The film is tautly structured as a process of revelation.  Two women: one a whore, the other a prissy young girl who was bred for other things; one an angel bent on vengeance, the other an angel of mercy; one who wants to keep her secrets, the other who wants to write hers out. One a mother, the other a daughter; both raped by the same man: both chased by an order which wants to deny women the right of giving life. Moira Buffini’s screenplay, based on her play, is really a model of structure. Two thirds of the way through, the film seems to run out of steam, as if the marvelously structured screenplay and its dazzling telling, seemingly perfectly aligned initially, had each leapt into different and discordant dimensions.

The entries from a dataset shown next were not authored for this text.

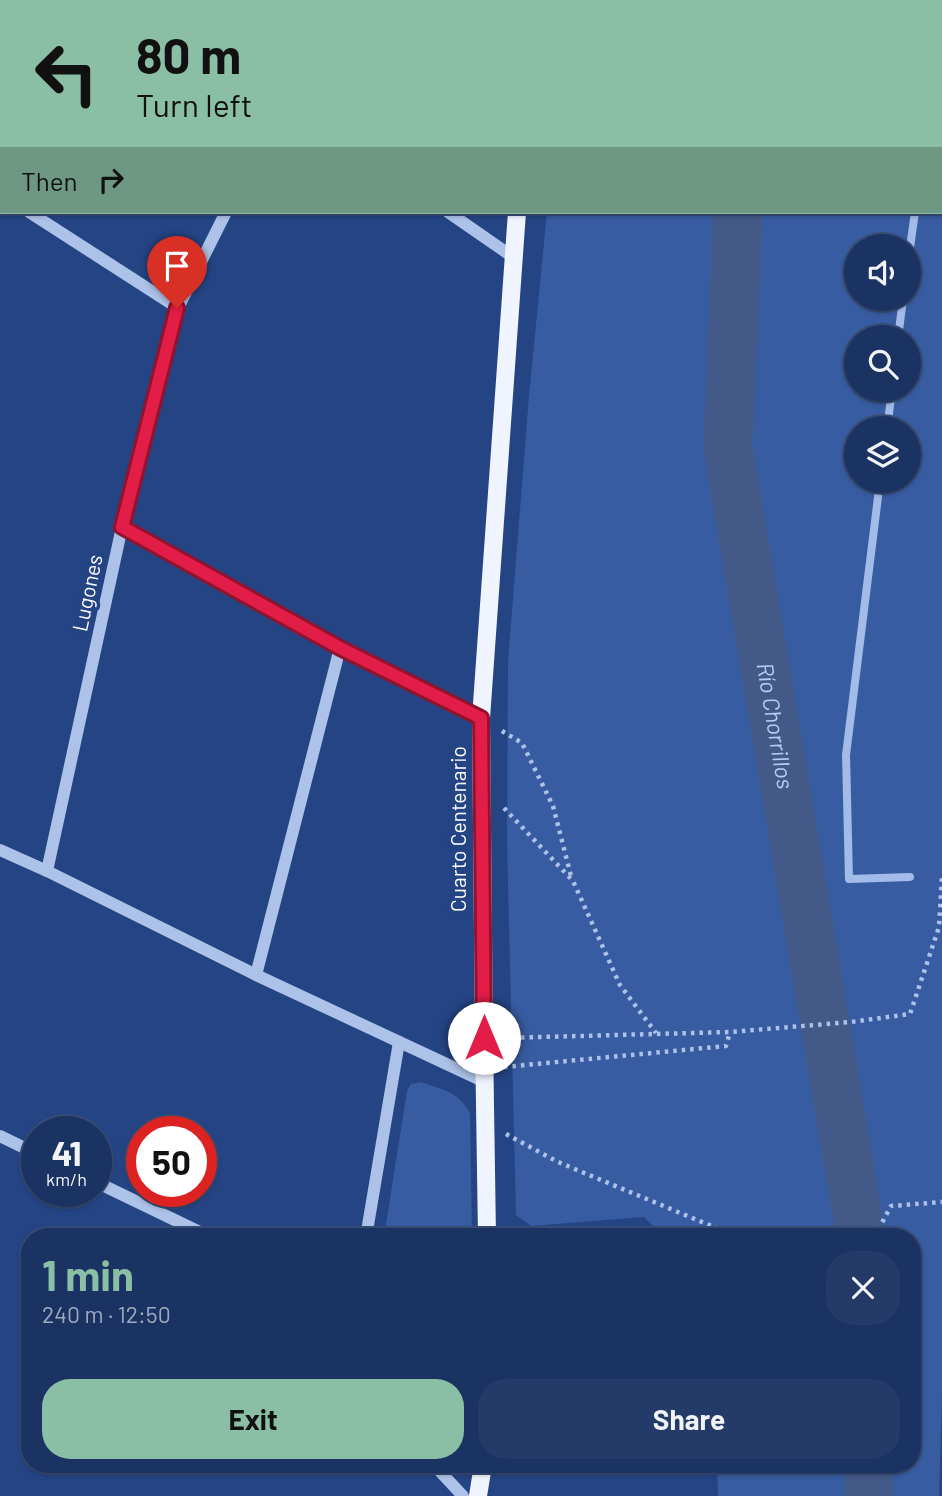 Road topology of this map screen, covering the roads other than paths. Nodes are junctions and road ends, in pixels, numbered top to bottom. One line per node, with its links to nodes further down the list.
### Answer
1 (32, 214): 6 (street)
2 (225, 214): 6 (street, Lugones)
3 (451, 214): 5 (street)
4 (516, 214): 5 (main road, Cuarto Centenario)
5 (513, 257): 9 (main road, Cuarto Centenario)
6 (177, 308): 7 (street, Lugones)
7 (122, 527): 8 (street); 11 (street, Lugones)
8 (340, 648): 9 (street); 12 (street)
9 (481, 718): 14 (main road, Cuarto Centenario)
10 (0, 850): 11 (street)
11 (47, 871): 12 (street)
12 (256, 975): 13 (street)
13 (399, 1042): 14 (street); 19 (street)
14 (484, 1075): 20 (main road, Cuarto Centenario)
15 (0, 1136): 16 (street)
16 (21, 1146)
17 (112, 1190): 18 (street)
18 (191, 1228)
19 (368, 1228)
20 (487, 1228)
21 (441, 1473): 23 (street)
22 (482, 1473): 24 (main road)
23 (463, 1496)
24 (478, 1496) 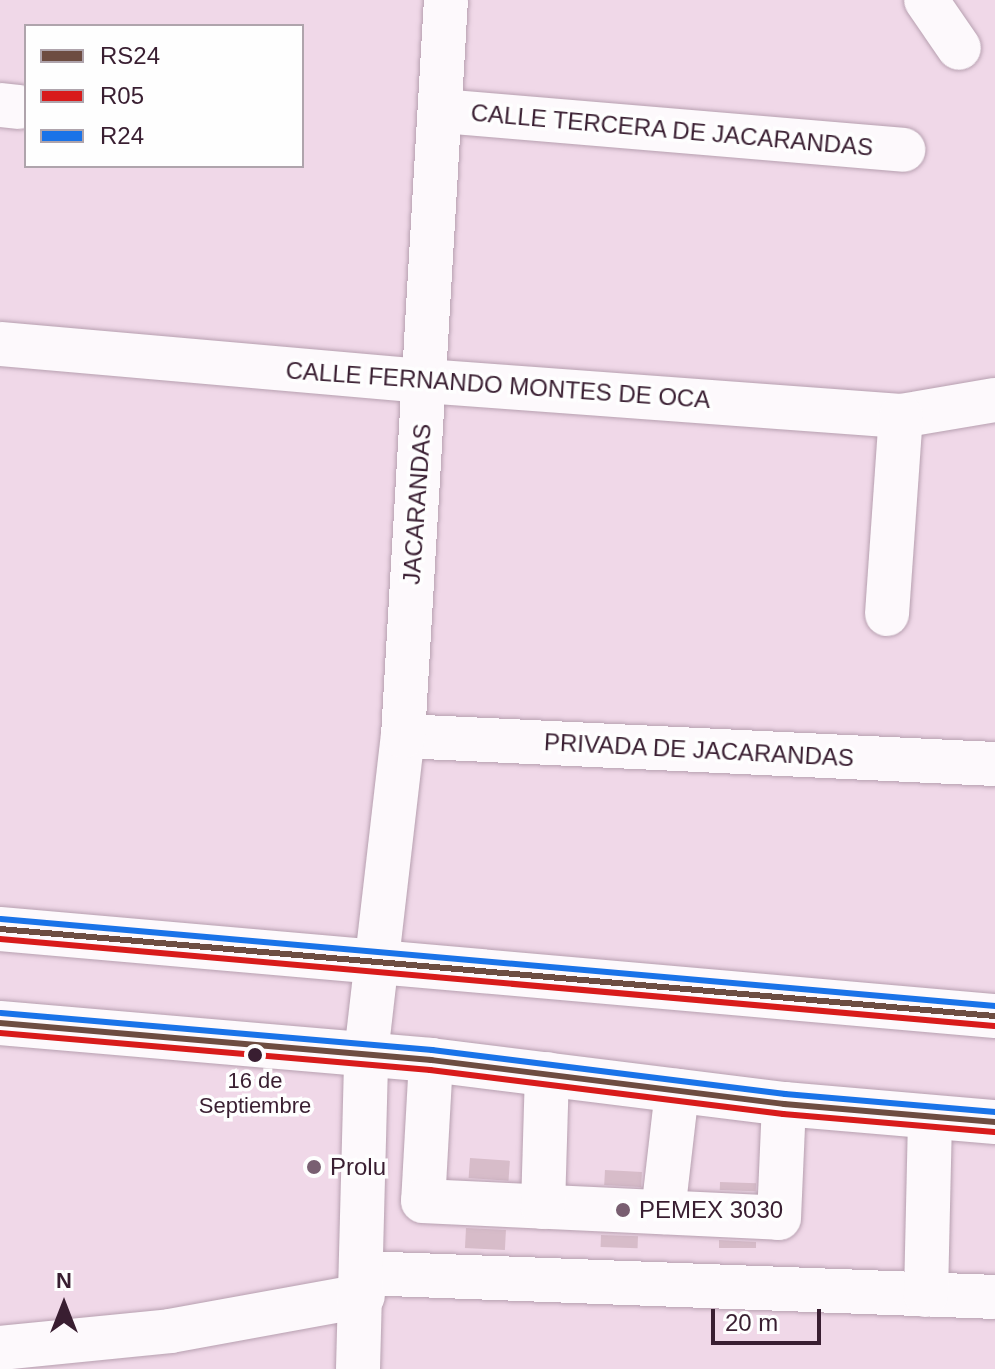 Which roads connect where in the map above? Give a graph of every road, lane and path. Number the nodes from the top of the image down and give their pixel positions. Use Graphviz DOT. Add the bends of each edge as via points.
graph roads {
  1 [pos="446,0"];
  2 [pos="926,0"];
  3 [pos="959,48"];
  4 [pos="441,111"];
  5 [pos="903,150"];
  6 [pos="0,344"];
  7 [pos="425,381"];
  8 [pos="995,400"];
  9 [pos="901,416"];
  10 [pos="887,614"];
  11 [pos="403,736"];
  12 [pos="995,764"];
  13 [pos="0,929"];
  14 [pos="378,960"];
  15 [pos="995,1016"];
  16 [pos="0,1023"];
  17 [pos="366,1054"];
  18 [pos="431,1060"];
  19 [pos="547,1074"];
  20 [pos="677,1091"];
  21 [pos="784,1104"];
  22 [pos="930,1117"];
  23 [pos="995,1122"];
  24 [pos="364,1201"];
  25 [pos="423,1201"];
  26 [pos="543,1207"];
  27 [pos="663,1212"];
  28 [pos="363,1284"];
  29 [pos="926,1295"];
  30 [pos="995,1297"];
  31 [pos="2,1355"];
  32 [pos="358,1369"];
  1 -- 4 [label="street, JACARANDAS"];
  2 -- 3 [label="street"];
  4 -- 5 [label="street, CALLE TERCERA DE JACARANDAS"];
  4 -- 7 [label="street, JACARANDAS"];
  6 -- 7 [label="street, CALLE FERNANDO MONTES DE OCA"];
  7 -- 9 [label="street, CALLE FERNANDO MONTES DE OCA"];
  7 -- 11 [label="street, JACARANDAS"];
  8 -- 9 [label="street, CALLE FERNANDO MONTES DE OCA"];
  9 -- 10 [label="street"];
  11 -- 12 [label="street, PRIVADA DE JACARANDAS"];
  11 -- 14 [label="street, JACARANDAS"];
  13 -- 14 [label="street"];
  14 -- 15 [label="street"];
  14 -- 17 [label="street, JACARANDAS"];
  16 -- 17 [label="street"];
  17 -- 18 [label="street"];
  17 -- 24 [label="street, JACARANDAS"];
  18 -- 19 [label="street"];
  18 -- 25 [label="street"];
  19 -- 20 [label="street"];
  19 -- 26 [label="street"];
  20 -- 21 [label="street"];
  20 -- 27 [label="street"];
  21 -- 22 [label="street"];
  21 -- 27 [label="street" via="779,1218"];
  22 -- 23 [label="street"];
  22 -- 29 [label="street"];
  24 -- 25 [label="street"];
  24 -- 28 [label="street, JACARANDAS"];
  25 -- 26 [label="street"];
  26 -- 27 [label="street"];
  28 -- 29 [label="street"];
  28 -- 31 [label="street" via="170,1331"];
  28 -- 32 [label="street, JACARANDAS"];
  29 -- 30 [label="street"];
}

The film directly references Hammer films but is too serious to offer the same pleasures (though it does have Arterton glorying in a waterfall of blood, an image worthy of any Hammer Horror). But the film’s very seriousness, which in some ways is a shortcoming, is also what makes it rich. Byzantium is a quasi feminist film that has very interesting and evocative things to say not only about gender politics but also about loneliness which is perhaps its central theme. You can see why the director of Mona Lisa (1986) and Interview with the Vampire (1994) would be drawn to this material and why he succeeds in extracting  so much depth and beauty from it. Byzantium doesn’t quite work but it’s richer and more interesting, visually and thematically, than other films that on the surface seem to work better.